'''

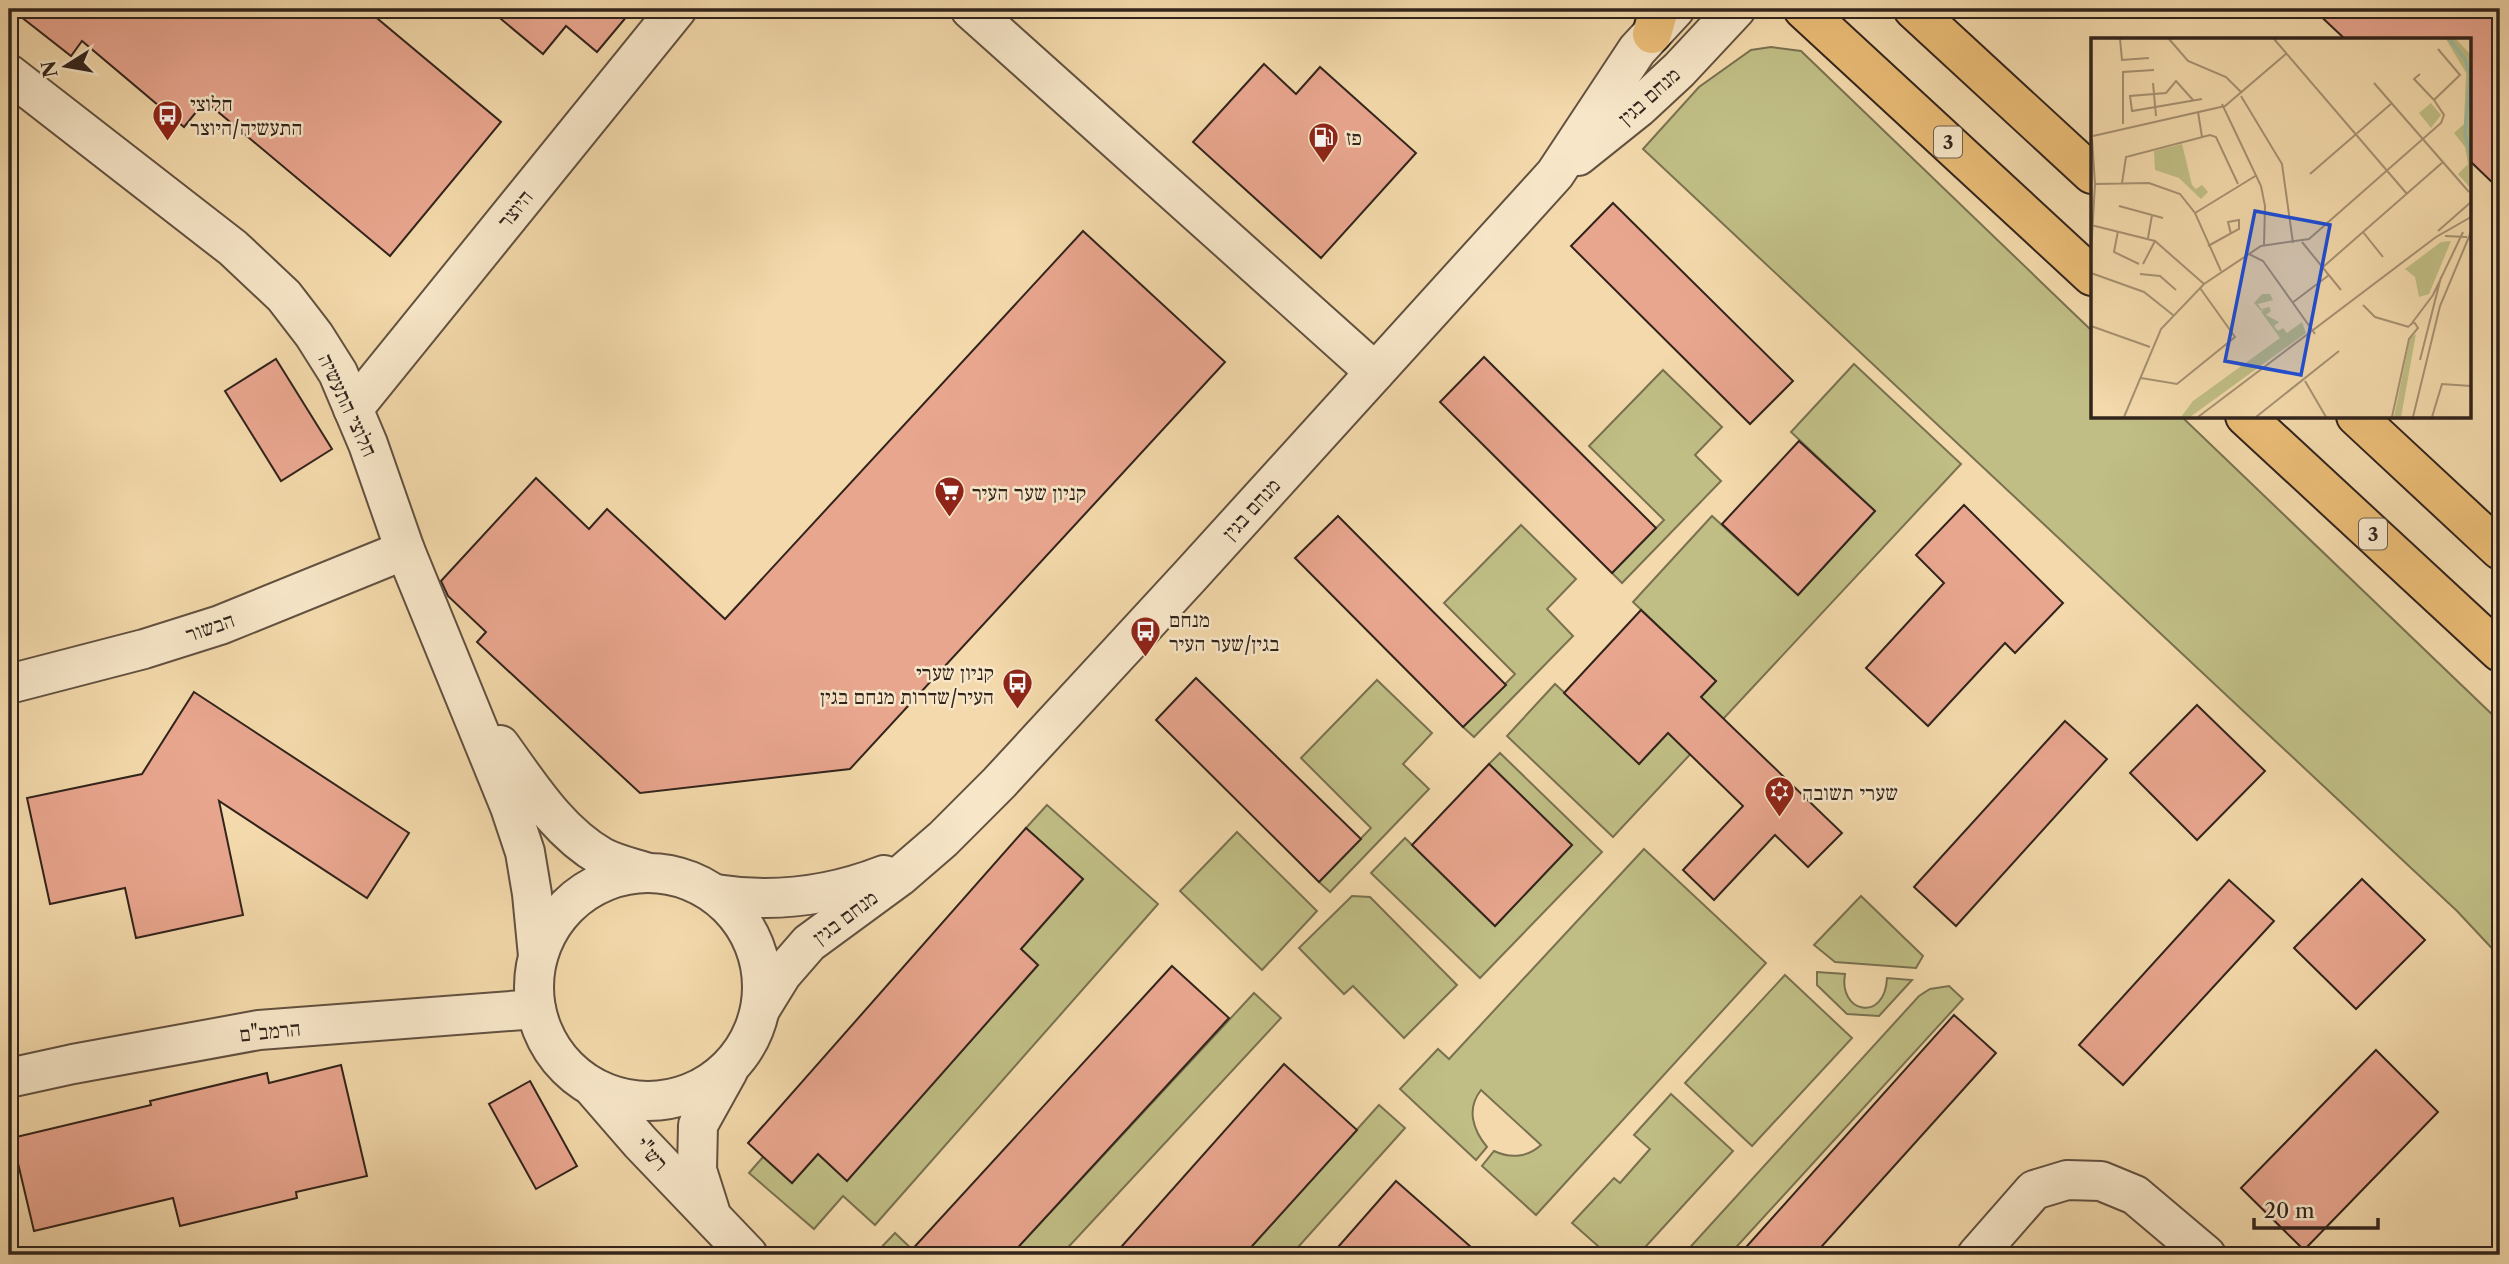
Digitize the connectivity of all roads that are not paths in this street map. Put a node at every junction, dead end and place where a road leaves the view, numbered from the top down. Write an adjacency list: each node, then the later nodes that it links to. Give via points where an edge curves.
1 (677, 9): 12 (street, היוצר)
2 (970, 9): 11 (street)
3 (1735, 9): 9 (street, מנחם בגין, via 1638,108)
4 (1803, 9): 10 (highway, 3)
5 (1913, 9): 8 (highway)
6 (1662, 17): 9 (street, מנחם בגין)
7 (9, 74): 12 (street, חלוצי התעשיה, via 233,248 284,296 338,373)
8 (2091, 173)
9 (1555, 174): 11 (street, מנחם בגין)
10 (2091, 275)
11 (1375, 372): 20 (street, מנחם בגין)
12 (353, 409): 15 (street, חלוצי התעשיה)
13 (2247, 418): 17 (highway, 3)
14 (2358, 418): 16 (highway)
15 (405, 550): 18 (street, הבשור, via 220,625); 19 (street, חלוצי התעשיה)
16 (2500, 550)
17 (2500, 652)
18 (9, 684)
19 (463, 696): 21 (street, חלוצי התעשיה, via 569,831 603,857); 23 (street, חלוצי התעשיה, via 525,852)
20 (943, 839): 22 (street, מנחם בגין, via 912,861 855,886 778,898); 24 (street, מנחם בגין, via 809,943)
21 (648, 873): 22 (street, via 683,878); 23 (street, via 619,876 592,887 568,905)
22 (715, 894): 24 (street, via 749,932 759,957)
23 (538, 956): 25 (street, via 533,983)
24 (761, 1008): 26 (street, via 750,1041)
25 (536, 1009): 27 (street, הרמב"ם, via 259,1030); 28 (street, via 547,1042 567,1068)
26 (730, 1069): 28 (street, via 700,1090 666,1102 629,1101); 29 (street, רש"י, via 698,1125 697,1170)
27 (9, 1078)
28 (594, 1089): 29 (street, רש"י)
29 (712, 1217): 30 (street, רש"י)
30 (748, 1255)
31 (1977, 1255): 32 (street, via 2034,1190 2067,1180 2101,1181 2135,1195)
32 (2206, 1255)

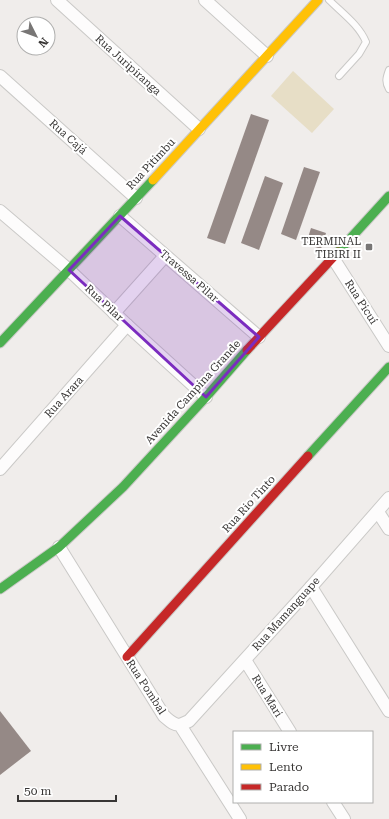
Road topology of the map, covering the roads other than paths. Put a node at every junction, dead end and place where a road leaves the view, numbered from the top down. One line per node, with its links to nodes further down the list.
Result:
1 (57, 0): 10 (street, Rua Juripiranga)
2 (205, 0): 5 (street)
3 (318, 0): 5 (street, Rua Pitimbu)
4 (329, 0): 8 (lane)
5 (267, 56): 10 (street, Rua Pitimbu)
6 (389, 70): 9 (lane)
7 (0, 76): 12 (street, Rua Cajá)
8 (339, 76)
9 (389, 89)
10 (199, 129): 12 (street, Rua Pitimbu)
11 (389, 196): 16 (street, Avenida Campina Grande)
12 (136, 198): 14 (street, Rua Pitimbu)
13 (0, 211): 17 (street, Rua Pilar)
14 (120, 216): 15 (street, Travessa Pilar); 17 (street, Rua Pitimbu)
15 (165, 256): 18 (street); 20 (street, Travessa Pilar)
16 (333, 258): 20 (street, Avenida Campina Grande); 22 (street, Rua Picuí)
17 (69, 270): 18 (street, Rua Pilar); 21 (street, Rua Pitimbu)
18 (114, 313): 19 (street, Rua Pilar)
19 (128, 325): 24 (street, Rua Pilar); 25 (street, Rua Arara)
20 (259, 337): 24 (street, Avenida Campina Grande)
21 (0, 343)
22 (389, 346)
23 (389, 367): 32 (street, Rua Rio Tinto)
24 (206, 397): 29 (street, Avenida Campina Grande)
25 (0, 469)
26 (389, 498): 27 (street, Rua Mamanguape)
27 (378, 512): 28 (street); 30 (street, Rua Mamanguape)
28 (389, 529)
29 (59, 547): 31 (street, Avenida Campina Grande); 32 (street, Rua Pombal)
30 (311, 587): 33 (street, Rua Mamanguape); 34 (street)
31 (0, 589)
32 (127, 657): 35 (street, Rua Pombal)
33 (245, 660): 35 (street, Rua Mamanguape); 36 (street, Rua Mari)
34 (389, 711)
35 (180, 725): 38 (street, Rua Pombal)
36 (289, 731)
37 (334, 803): 39 (street)
38 (240, 819)
39 (344, 819)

'''

**What to work on**. The answer should hold exactly the lines running from the one with "Road topology of" to the final line of the data, both ends counted.

**Solved problem**.
Road topology of the map, covering the roads other than paths. Put a node at every junction, dead end and place where a road leaves the view, numbered from the top down. One line per node, with its links to nodes further down the list.
Result:
1 (57, 0): 10 (street, Rua Juripiranga)
2 (205, 0): 5 (street)
3 (318, 0): 5 (street, Rua Pitimbu)
4 (329, 0): 8 (lane)
5 (267, 56): 10 (street, Rua Pitimbu)
6 (389, 70): 9 (lane)
7 (0, 76): 12 (street, Rua Cajá)
8 (339, 76)
9 (389, 89)
10 (199, 129): 12 (street, Rua Pitimbu)
11 (389, 196): 16 (street, Avenida Campina Grande)
12 (136, 198): 14 (street, Rua Pitimbu)
13 (0, 211): 17 (street, Rua Pilar)
14 (120, 216): 15 (street, Travessa Pilar); 17 (street, Rua Pitimbu)
15 (165, 256): 18 (street); 20 (street, Travessa Pilar)
16 (333, 258): 20 (street, Avenida Campina Grande); 22 (street, Rua Picuí)
17 (69, 270): 18 (street, Rua Pilar); 21 (street, Rua Pitimbu)
18 (114, 313): 19 (street, Rua Pilar)
19 (128, 325): 24 (street, Rua Pilar); 25 (street, Rua Arara)
20 (259, 337): 24 (street, Avenida Campina Grande)
21 (0, 343)
22 (389, 346)
23 (389, 367): 32 (street, Rua Rio Tinto)
24 (206, 397): 29 (street, Avenida Campina Grande)
25 (0, 469)
26 (389, 498): 27 (street, Rua Mamanguape)
27 (378, 512): 28 (street); 30 (street, Rua Mamanguape)
28 (389, 529)
29 (59, 547): 31 (street, Avenida Campina Grande); 32 (street, Rua Pombal)
30 (311, 587): 33 (street, Rua Mamanguape); 34 (street)
31 (0, 589)
32 (127, 657): 35 (street, Rua Pombal)
33 (245, 660): 35 (street, Rua Mamanguape); 36 (street, Rua Mari)
34 (389, 711)
35 (180, 725): 38 (street, Rua Pombal)
36 (289, 731)
37 (334, 803): 39 (street)
38 (240, 819)
39 (344, 819)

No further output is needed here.